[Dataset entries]
BEGIN

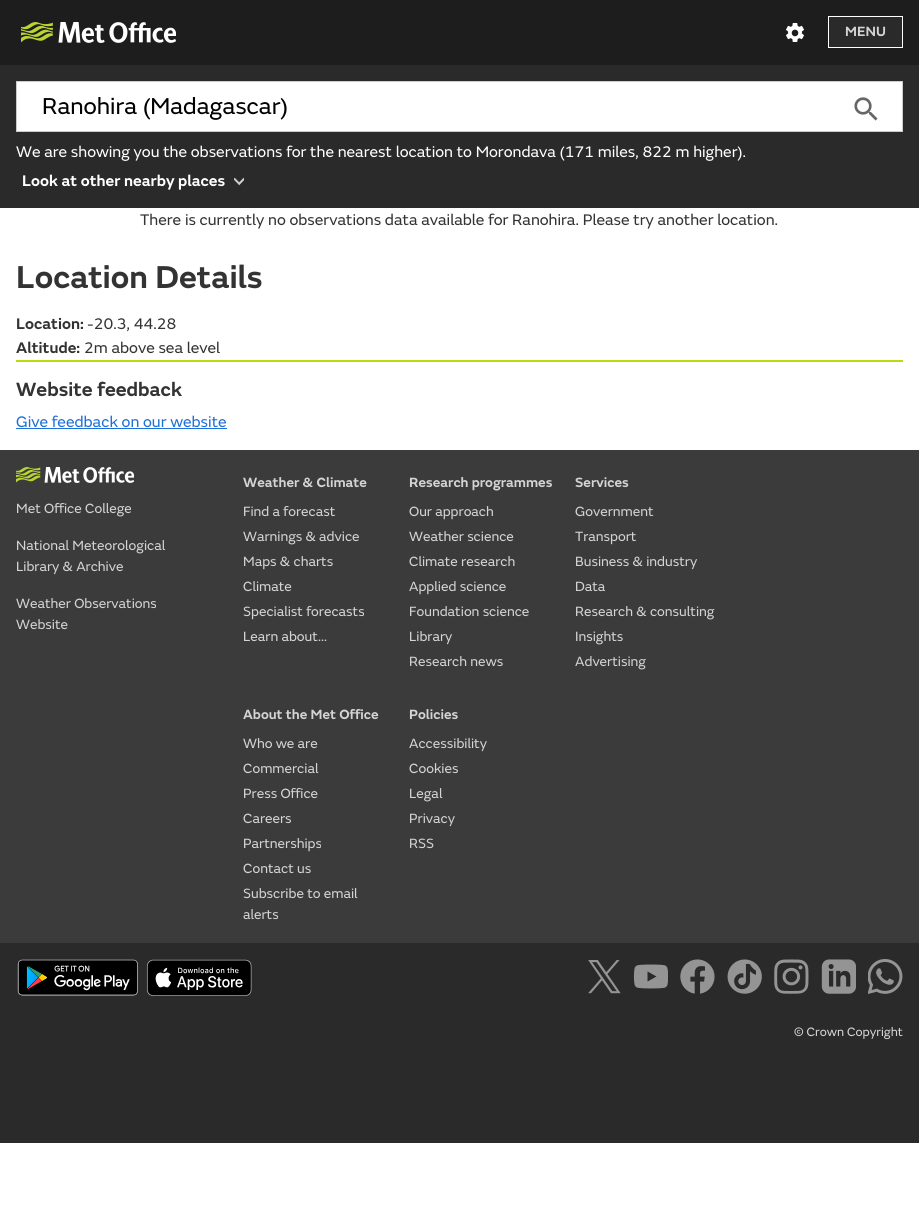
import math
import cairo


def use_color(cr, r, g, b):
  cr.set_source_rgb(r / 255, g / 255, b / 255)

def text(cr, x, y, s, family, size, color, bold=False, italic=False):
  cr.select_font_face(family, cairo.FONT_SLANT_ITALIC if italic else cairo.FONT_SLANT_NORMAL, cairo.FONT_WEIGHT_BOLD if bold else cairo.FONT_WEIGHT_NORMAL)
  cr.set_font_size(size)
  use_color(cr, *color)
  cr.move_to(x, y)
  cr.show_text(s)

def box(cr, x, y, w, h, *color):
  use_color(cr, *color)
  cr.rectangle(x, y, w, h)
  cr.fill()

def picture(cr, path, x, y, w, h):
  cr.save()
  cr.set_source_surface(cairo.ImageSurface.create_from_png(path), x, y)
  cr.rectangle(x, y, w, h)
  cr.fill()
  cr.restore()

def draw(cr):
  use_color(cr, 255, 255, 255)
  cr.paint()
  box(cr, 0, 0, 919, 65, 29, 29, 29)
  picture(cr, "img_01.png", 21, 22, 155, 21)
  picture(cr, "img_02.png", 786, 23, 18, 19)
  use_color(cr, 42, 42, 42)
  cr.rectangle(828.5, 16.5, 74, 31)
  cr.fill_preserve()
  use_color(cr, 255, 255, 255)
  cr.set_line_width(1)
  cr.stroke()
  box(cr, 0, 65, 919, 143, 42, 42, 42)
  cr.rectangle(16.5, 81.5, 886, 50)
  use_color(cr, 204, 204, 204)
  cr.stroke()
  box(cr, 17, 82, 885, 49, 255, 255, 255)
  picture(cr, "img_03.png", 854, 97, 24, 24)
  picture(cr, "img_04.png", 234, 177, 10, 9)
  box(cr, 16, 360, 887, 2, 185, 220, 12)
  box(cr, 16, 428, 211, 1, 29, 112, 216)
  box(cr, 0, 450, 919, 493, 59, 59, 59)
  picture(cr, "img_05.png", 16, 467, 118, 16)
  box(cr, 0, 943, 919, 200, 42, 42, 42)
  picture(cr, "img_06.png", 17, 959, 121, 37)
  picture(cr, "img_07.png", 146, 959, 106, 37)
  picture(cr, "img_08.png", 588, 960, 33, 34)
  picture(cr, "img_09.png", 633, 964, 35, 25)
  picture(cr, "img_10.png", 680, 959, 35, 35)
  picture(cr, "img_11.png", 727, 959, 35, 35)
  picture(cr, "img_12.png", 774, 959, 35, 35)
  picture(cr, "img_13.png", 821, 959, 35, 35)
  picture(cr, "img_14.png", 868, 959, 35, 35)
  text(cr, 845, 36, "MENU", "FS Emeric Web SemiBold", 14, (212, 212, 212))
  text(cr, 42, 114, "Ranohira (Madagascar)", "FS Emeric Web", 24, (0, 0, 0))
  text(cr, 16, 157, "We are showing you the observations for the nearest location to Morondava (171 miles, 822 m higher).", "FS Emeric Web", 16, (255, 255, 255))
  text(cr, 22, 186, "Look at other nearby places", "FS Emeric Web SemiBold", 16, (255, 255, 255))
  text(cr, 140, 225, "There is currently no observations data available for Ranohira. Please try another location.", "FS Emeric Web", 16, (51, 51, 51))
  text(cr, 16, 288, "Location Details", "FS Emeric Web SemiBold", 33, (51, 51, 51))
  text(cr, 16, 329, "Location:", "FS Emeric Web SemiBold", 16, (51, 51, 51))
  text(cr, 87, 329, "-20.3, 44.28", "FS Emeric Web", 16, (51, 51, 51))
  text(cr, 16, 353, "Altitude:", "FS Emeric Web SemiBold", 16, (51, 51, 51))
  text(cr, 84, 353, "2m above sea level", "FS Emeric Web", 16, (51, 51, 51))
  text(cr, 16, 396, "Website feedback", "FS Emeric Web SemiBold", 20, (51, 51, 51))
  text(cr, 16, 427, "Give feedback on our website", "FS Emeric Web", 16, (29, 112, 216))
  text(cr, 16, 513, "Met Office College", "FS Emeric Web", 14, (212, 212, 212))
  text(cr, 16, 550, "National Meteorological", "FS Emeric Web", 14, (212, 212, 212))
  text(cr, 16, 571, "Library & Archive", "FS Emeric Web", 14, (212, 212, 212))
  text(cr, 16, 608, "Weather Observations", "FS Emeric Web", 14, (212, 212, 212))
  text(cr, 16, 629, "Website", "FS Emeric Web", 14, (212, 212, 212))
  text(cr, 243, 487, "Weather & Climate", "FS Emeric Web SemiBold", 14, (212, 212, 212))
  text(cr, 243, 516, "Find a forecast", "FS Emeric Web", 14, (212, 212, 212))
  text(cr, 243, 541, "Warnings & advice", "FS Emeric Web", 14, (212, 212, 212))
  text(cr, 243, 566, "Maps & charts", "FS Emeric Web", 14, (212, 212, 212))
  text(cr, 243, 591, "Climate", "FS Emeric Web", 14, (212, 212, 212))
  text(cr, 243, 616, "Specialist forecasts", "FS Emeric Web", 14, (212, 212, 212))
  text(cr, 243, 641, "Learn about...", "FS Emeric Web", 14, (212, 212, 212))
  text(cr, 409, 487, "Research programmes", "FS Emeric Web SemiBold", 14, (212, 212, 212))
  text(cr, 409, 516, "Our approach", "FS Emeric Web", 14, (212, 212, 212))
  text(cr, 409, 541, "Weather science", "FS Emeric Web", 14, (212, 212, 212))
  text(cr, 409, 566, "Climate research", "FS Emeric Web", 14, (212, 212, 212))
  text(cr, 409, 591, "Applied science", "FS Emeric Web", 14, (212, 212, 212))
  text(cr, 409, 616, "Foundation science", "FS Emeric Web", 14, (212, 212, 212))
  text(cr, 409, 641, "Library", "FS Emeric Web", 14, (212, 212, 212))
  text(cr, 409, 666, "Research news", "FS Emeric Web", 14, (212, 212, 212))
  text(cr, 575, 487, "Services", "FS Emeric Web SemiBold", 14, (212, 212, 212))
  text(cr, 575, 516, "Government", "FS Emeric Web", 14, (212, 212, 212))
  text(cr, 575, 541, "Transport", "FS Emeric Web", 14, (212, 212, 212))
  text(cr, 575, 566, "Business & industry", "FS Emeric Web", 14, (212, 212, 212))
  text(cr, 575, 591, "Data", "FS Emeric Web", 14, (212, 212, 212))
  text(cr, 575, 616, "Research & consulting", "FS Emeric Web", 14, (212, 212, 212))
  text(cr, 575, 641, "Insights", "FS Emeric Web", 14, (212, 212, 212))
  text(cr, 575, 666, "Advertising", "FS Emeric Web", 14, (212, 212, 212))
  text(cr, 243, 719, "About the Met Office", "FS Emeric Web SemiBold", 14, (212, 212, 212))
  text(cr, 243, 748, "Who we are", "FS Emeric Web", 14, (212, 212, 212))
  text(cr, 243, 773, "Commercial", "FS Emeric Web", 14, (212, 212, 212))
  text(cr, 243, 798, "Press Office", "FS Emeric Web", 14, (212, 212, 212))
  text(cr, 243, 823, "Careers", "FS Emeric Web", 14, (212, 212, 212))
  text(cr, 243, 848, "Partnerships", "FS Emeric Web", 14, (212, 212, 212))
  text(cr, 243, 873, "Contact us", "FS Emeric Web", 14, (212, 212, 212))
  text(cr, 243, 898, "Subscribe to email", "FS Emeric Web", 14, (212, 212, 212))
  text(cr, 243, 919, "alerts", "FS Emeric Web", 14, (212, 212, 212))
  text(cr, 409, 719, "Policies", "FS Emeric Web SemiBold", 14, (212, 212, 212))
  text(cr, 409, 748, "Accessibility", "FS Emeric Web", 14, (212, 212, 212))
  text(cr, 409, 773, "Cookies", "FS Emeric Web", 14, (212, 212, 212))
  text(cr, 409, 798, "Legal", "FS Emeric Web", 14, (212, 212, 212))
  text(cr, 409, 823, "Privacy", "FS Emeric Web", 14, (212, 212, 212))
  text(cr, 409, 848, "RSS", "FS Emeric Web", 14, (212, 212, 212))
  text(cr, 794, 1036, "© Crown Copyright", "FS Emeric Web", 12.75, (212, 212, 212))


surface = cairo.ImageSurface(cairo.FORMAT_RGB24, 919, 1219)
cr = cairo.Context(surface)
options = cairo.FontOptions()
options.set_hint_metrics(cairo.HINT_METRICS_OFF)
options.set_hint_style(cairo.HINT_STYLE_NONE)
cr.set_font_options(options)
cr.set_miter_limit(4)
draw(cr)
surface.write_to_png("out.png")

END

What the exercise asks — From the records above, return each line that includes "path".

Exercise response —
def picture(cr, path, x, y, w, h):
  cr.set_source_surface(cairo.ImageSurface.create_from_png(path), x, y)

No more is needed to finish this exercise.